Ancora una volta ci siamo resi conto di quanto sia intrigante e fertile la rilettura dei classici, e di quanta luce riescano a dare dal loro vivo passato al nostro confuso presente quando siano così ricchi di trappole e domande come questo "Mercante di Venezia".
A Venezia – città di mercanti, emblema di un mondo concreto basato sul potere e sul commercio – fa capo l'intreccio del patto 'sanguinario' tra l'usuraio ebreo Shylock, animato da una sete inestinguibile di vendetta dovuta agli affronti subiti per la sua avidità e 'diversità', ed il mercante cristiano Antonio, uomo 'nuovo' di una società borghese ed affaristica, intriso di nobili sentimenti ma afflitto da una inesauribile malinconia esistenziale.
Per contro Belmonte è l'universo mitico, sprofondato in un clima da romanzo cavalleresco tra fiaba e realtà, in cui si sviluppa la vicenda delle nozze di Porzia, maga-regina a metà tra una languida Ginevra e una crudele Turandot, legata dalla volontà del padre a sposare il 'cavaliere' che supererà la prova dei tre scrigni.
Anello di congiunzione tra questi due universi opposti destinati ad incontrarsi e a deflagrare, è Bassanio, gentiluomo squattrinato, che è al tempo stesso causa dell'infido contratto che lega la carne di Antonio all'inveterato odio di Shylock e sposo 'predestinato' di Porzia.
Su queste due 'trame' principali, si innestano le storie parallele, quella di Jessica, figlia di Shlylock, che scappa dalla casa del padre, rinnegandolo e derubandolo, con l'amante cristiano Lorenzo; quella di Lancillotto Gobbo, servo deforme ed impiccione che non esita a barattare la 'ricchezza' del vecchio padrone ebreo con la 'grazia' del nuovo signore cristiano; quella del gaudente e sfaccendato Graziano che, giunto con l'amico a Belmonte, sposerà l'ancella Nerissa, ribaltando in tono scherzoso il romanticismo simbolico dell'unione tra Porzia e Bassanio.
Quello che più ci ha affascinato nel "Mercante" è stata la sua profonda ambiguità, il delicatissimo equilibrio di opera in bilico tra intolleranza e razzismo, senso dell'etica e denuncia delle false apparenze.
È un testo difficile e misterioso, che costringe a un'avventura sincera e senza possibilità di fuga e ci mette di fronte alla complessa contraddittorietà dell'umano, alla sua incapacità di costruire un mondo adeguato ai suoi struggenti desideri.
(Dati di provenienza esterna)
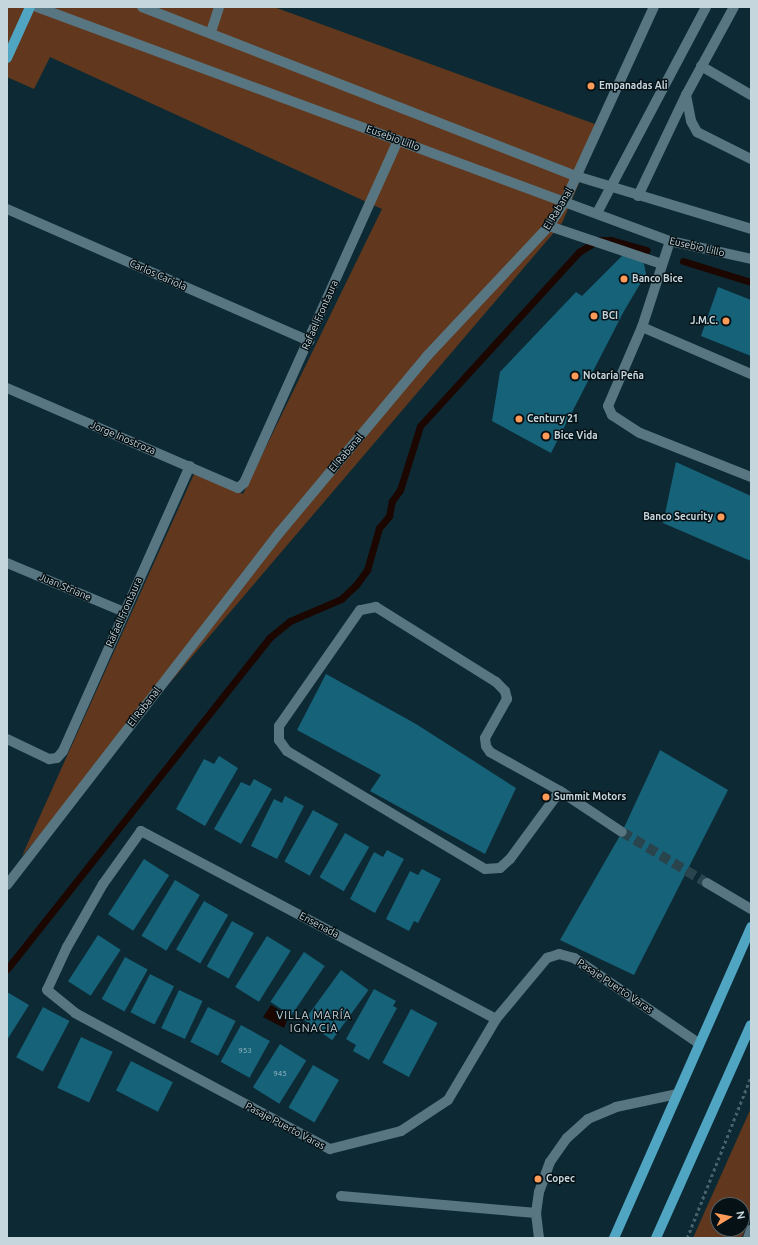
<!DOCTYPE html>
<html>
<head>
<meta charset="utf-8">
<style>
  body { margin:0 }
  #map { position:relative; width:758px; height:1245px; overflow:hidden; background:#0d2a34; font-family:Ubuntu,sans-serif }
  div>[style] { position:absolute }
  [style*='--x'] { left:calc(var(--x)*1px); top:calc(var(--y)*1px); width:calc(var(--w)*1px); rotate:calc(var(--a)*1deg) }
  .green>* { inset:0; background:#61381d }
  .water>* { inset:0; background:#1b0600 }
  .stream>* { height:7px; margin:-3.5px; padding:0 3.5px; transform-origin:3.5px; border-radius:3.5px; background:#1b0600 }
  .building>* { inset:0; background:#166279; transform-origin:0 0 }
  .minor-tunnel>* { height:10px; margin-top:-5px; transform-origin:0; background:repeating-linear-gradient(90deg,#29444d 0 10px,transparent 0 15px) }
  .path>* { height:2.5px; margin-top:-1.25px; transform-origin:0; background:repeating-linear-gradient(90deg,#49616a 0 3px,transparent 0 6px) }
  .minor>* { height:10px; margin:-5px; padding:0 5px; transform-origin:5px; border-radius:5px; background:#587682 }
  .major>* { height:10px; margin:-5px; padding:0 5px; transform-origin:5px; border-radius:5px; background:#50a5c3 }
  .dots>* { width:11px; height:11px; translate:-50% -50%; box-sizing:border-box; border:2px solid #061115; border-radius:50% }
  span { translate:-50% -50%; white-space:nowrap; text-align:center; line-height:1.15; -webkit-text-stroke:3px #061115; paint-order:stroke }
  .number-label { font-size:8px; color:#9ab9c4 }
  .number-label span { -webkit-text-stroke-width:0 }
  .poi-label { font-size:10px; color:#c6d6dd; font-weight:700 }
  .left { translate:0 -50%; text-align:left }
  .right { translate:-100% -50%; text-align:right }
  .street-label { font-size:10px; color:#c6d6dd }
  .neighbourhood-label { font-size:11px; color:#c6d6dd; letter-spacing:1px }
  .frame { position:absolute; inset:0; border:8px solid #c6d6dd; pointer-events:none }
  .north { position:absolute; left:710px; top:1197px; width:40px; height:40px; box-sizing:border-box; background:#061115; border:1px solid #536065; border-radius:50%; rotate:80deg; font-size:11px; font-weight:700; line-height:16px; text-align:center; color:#c6d6dd }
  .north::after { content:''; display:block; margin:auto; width:14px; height:18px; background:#fe9b58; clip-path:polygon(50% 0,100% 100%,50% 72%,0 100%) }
</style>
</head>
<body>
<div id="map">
  <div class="green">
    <i style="clip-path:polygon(7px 7px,274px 7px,603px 127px,562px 223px,22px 856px,194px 474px,243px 494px,382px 209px,50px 57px,34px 89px,7px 77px)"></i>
    <i style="clip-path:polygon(evenodd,751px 1108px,751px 1216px,743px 1235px,741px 1238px,693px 1238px,751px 1108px,718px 1205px,742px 1205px,742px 1229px,718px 1229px,718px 1205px)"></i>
  </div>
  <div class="water">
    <i style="clip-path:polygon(271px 1005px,289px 1016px,284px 1028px,263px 1017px)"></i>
  </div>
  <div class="stream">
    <i style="--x:683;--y:261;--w:71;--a:17.2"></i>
    <i style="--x:7;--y:969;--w:422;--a:-51.6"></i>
    <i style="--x:269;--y:638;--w:27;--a:-39"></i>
    <i style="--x:290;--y:621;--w:56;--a:-23.3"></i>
    <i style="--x:341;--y:599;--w:21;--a:-43"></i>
    <i style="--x:356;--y:585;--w:19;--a:-54"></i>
    <i style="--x:367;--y:570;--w:44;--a:-74.1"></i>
    <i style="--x:379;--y:528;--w:16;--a:-50"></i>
    <i style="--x:389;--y:516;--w:15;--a:-79"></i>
    <i style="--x:392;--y:501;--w:14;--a:-54"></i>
    <i style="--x:400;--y:490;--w:67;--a:-72.6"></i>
    <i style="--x:420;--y:426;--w:236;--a:-47.6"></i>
    <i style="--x:579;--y:252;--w:22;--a:-32"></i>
    <i style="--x:598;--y:240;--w:13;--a:0"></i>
    <i style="--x:611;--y:240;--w:37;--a:16"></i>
  </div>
  <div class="building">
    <i style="clip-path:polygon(622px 256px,638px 257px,644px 264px,646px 274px,624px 311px,551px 453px,492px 421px,500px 372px,576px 292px,582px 296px)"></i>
    <i style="clip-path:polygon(718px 287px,751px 300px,751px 356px,701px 336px)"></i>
    <i style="clip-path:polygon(676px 462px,751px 496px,751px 561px,663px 523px)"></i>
    <i style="clip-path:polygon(326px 674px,416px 724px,516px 788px,485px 854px,370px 791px,381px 775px,297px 730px)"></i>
    <i style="clip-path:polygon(660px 750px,728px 790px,634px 975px,560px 940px,622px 832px)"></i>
    <i style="clip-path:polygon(219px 756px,238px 768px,205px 826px,176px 809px,204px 759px,214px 764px)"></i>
    <i style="clip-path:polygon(254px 779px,272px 789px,241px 844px,214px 829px,241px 782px,250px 786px)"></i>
    <i style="clip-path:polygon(285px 796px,304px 806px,277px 859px,251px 846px,274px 799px,282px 803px)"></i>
    <i style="left:313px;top:810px;width:29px;height:59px;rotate:29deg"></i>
    <i style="left:345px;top:833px;width:28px;height:51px;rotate:30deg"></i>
    <i style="clip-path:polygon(387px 850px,404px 859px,375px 913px,350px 899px,374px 852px,383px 857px)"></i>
    <i style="left:144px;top:859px;width:30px;height:66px;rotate:33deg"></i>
    <i style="clip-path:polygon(422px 869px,441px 879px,418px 923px,414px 921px,409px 931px,386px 919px,410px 871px,418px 875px)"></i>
    <i style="left:175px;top:880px;width:29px;height:65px;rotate:31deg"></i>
    <i style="left:204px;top:901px;width:28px;height:56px;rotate:30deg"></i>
    <i style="left:232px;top:921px;width:25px;height:52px;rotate:29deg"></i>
    <i style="left:98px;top:935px;width:27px;height:55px;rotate:33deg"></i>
    <i style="left:267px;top:936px;width:28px;height:60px;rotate:32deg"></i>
    <i style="left:304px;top:952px;width:25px;height:60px;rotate:34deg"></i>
    <i style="left:125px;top:957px;width:26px;height:48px;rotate:29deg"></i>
    <i style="left:341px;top:970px;width:34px;height:62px;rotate:36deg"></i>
    <i style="left:150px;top:974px;width:27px;height:43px;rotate:27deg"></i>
    <i style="clip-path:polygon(374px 989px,396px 1001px,393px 1006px,397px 1008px,369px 1060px,353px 1051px,356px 1045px,346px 1039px)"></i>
    <i style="left:179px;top:990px;width:26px;height:42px;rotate:25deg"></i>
    <i style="clip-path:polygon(7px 992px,29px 1005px,7px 1040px)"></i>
    <i style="left:43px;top:1007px;width:30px;height:57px;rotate:28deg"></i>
    <i style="left:208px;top:1007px;width:31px;height:39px;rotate:27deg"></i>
    <i style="left:411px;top:1009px;width:30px;height:61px;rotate:28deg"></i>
    <i style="left:241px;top:1025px;width:33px;height:42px;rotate:29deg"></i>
    <i style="left:81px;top:1037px;width:35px;height:56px;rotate:25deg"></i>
    <i style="left:280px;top:1044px;width:31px;height:51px;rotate:32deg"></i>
    <i style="left:131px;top:1061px;width:47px;height:33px;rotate:27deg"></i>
    <i style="left:313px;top:1065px;width:30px;height:49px;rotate:30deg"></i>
  </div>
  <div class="minor-tunnel">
    <i style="--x:622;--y:832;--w:99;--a:31"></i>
  </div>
  <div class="path">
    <i style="--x:687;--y:1238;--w:174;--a:-68.4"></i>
  </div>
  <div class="minor">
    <i style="--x:37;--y:7;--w:675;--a:20.29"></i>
    <i style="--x:670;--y:241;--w:83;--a:12.5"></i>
    <i style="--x:142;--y:7;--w:466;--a:21.3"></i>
    <i style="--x:576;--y:176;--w:183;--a:16.8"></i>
    <i style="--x:211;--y:32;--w:26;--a:-72"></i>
    <i style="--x:701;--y:66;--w:58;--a:30.1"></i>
    <i style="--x:686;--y:95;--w:26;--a:79"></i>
    <i style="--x:691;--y:121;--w:13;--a:61"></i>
    <i style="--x:697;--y:132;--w:60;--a:26.6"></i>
    <i style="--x:638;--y:196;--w:112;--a:-64.6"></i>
    <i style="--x:686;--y:95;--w:100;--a:-61.4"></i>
    <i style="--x:7;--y:209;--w:330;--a:23.6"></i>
    <i style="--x:597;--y:213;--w:233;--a:-62.1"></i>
    <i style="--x:549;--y:226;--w:119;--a:18.6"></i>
    <i style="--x:670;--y:241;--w:90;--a:108"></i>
    <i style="--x:642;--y:327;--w:86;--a:113.3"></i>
    <i style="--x:608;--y:406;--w:10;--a:66"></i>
    <i style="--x:612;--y:415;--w:33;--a:33"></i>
    <i style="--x:640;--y:433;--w:119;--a:21.6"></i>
    <i style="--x:642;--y:327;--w:119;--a:23.3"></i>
    <i style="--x:7;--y:388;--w:252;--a:23.4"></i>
    <i style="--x:238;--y:488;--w:8;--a:-40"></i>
    <i style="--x:244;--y:483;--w:376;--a:-65.8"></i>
    <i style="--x:7;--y:563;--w:127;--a:22.7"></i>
    <i style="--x:7;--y:739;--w:47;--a:25.5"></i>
    <i style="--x:49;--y:759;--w:8;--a:-7"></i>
    <i style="--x:57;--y:758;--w:9;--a:-49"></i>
    <i style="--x:63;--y:751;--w:312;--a:-66"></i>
    <i style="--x:560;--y:791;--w:80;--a:-150.9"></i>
    <i style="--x:490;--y:752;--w:7;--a:-124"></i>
    <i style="--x:486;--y:746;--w:8;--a:-97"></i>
    <i style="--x:485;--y:738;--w:45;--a:-60.6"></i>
    <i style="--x:507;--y:699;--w:8;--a:-104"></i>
    <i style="--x:505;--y:691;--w:13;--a:-135"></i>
    <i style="--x:496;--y:682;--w:142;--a:-148"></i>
    <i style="--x:376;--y:607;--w:16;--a:169"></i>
    <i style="--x:360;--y:610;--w:141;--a:124.9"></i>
    <i style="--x:279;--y:726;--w:14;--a:90"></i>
    <i style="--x:279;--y:740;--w:14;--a:54"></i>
    <i style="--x:287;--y:751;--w:230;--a:30.8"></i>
    <i style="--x:485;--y:869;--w:15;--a:-4"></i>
    <i style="--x:500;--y:868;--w:13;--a:-42"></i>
    <i style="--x:510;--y:859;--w:84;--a:-53.7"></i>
    <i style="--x:560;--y:791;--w:74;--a:33.5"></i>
    <i style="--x:707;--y:883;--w:51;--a:30.6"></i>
    <i style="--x:7;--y:885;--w:446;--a:-52.3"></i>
    <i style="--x:280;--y:532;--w:229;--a:-50.1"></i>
    <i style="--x:427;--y:356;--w:178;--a:-46.8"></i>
    <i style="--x:549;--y:226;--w:30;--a:-57"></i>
    <i style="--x:565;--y:201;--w:213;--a:-65.4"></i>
    <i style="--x:496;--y:1019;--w:402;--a:-152.1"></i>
    <i style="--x:141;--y:831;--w:65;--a:125.6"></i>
    <i style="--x:103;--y:884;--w:73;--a:119.7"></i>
    <i style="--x:67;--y:947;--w:47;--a:114.9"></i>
    <i style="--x:47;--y:990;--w:36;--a:39"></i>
    <i style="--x:75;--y:1013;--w:289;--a:28.1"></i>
    <i style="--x:330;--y:1149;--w:73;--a:-14.2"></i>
    <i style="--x:401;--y:1131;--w:56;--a:-33.4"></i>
    <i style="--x:448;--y:1100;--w:94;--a:-59.3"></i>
    <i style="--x:496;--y:1019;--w:80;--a:-50.1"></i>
    <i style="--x:547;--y:958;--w:13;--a:-18"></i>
    <i style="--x:559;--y:954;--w:16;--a:15"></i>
    <i style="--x:574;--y:958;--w:150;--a:34.4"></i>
    <i style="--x:341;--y:1196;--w:196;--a:5"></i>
    <i style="--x:539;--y:1238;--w:25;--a:-97"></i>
    <i style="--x:536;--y:1213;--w:21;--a:-82"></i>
    <i style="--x:539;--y:1192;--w:32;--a:-70"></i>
    <i style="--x:550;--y:1162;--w:29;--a:-55"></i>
    <i style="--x:567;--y:1138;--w:28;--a:-42"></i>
    <i style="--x:588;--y:1119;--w:30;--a:-23"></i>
    <i style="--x:616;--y:1107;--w:62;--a:-12"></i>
    <i style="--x:748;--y:1238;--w:9;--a:-69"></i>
  </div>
  <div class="major">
    <i style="--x:7;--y:58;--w:56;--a:-65.7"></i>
    <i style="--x:614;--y:1238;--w:340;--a:-66.2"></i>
    <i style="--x:656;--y:1238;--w:233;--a:-66"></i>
  </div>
  <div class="dots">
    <i style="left:591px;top:86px;background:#fe9b58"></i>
    <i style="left:624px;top:279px;background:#fe9b58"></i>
    <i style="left:594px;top:316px;background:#fe9b58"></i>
    <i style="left:726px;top:321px;background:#fe9b58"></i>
    <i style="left:575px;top:376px;background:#fe9b58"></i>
    <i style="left:519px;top:419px;background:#fe9b58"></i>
    <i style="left:546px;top:436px;background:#fe9b58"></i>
    <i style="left:721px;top:517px;background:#fe9b58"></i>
    <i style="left:546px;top:797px;background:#fe9b58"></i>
    <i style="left:538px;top:1179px;background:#fe9b58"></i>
  </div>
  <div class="number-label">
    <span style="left:245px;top:1051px">953</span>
    <span style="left:280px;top:1074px">945</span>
  </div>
  <div class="poi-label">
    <span class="left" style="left:599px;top:86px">Empanadas Ali</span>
    <span class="left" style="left:632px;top:279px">Banco Bice</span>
    <span class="left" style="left:602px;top:316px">BCI</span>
    <span class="right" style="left:718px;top:321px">J.M.C.</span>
    <span class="left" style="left:583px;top:376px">Notaría Peña</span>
    <span class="left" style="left:527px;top:419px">Century 21</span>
    <span class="left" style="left:554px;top:436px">Bice Vida</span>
    <span class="right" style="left:713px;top:517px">Banco Security</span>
    <span class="left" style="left:554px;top:797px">Summit Motors</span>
    <span class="left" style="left:546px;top:1179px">Copec</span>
  </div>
  <div class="street-label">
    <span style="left:393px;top:138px;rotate:20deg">Eusebio Lillo</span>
    <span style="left:558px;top:209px;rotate:-59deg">El Rabanal</span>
    <span style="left:697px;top:247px;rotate:13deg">Eusebio Lillo</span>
    <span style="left:158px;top:275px;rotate:24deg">Carlos Cariola</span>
    <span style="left:320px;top:315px;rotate:-66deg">Rafael Frontaura</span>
    <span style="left:123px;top:438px;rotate:23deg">Jorge Inostroza</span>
    <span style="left:346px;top:453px;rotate:-50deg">El Rabanal</span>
    <span style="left:65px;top:587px;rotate:23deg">Juan Striane</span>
    <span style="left:124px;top:612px;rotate:-66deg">Rafael Frontaura</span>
    <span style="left:144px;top:707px;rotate:-52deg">El Rabanal</span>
    <span style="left:319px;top:925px;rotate:28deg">Ensenada</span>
    <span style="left:615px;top:986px;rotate:34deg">Pasaje Puerto Varas</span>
    <span style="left:285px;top:1126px;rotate:28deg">Pasaje Puerto Varas</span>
  </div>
  <div class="neighbourhood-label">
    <span style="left:314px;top:1022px">VILLA MARÍA<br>IGNACIA</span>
  </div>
  <div class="frame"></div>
  <div class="north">N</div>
</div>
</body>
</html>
Il mondo concreto di Venezia si contrappone al mondo mitico di Belmonte, ma i problemi degli uomini e delle donne che li abitano sono gli stessi: la malinconia d'amore, il valore del denaro che non basta a riempire la vita, il dilemma della scelta del proprio destino, la ricerca disperante di un equilibrio impossibile e di un'indefinibile felicità.
Sia la ricca Venezia che la sognante Belmonte diventano trappole con percorsi obbligati che, nonostante l'apparente lieto fine, sono disseminati di presagi verso un inevitabile crollo.
E via via che gli universi paralleli si intrecciano, rivelandosi l'uno specchio dell'altro – pur nello scontro di climi e atmosfere divergenti –, ogni certezza presunta comincia ad incrinarsi e a mostrare un'altra possibile valenza, mentre si svela il carattere doppio o sfuggente di quasi tutti i personaggi.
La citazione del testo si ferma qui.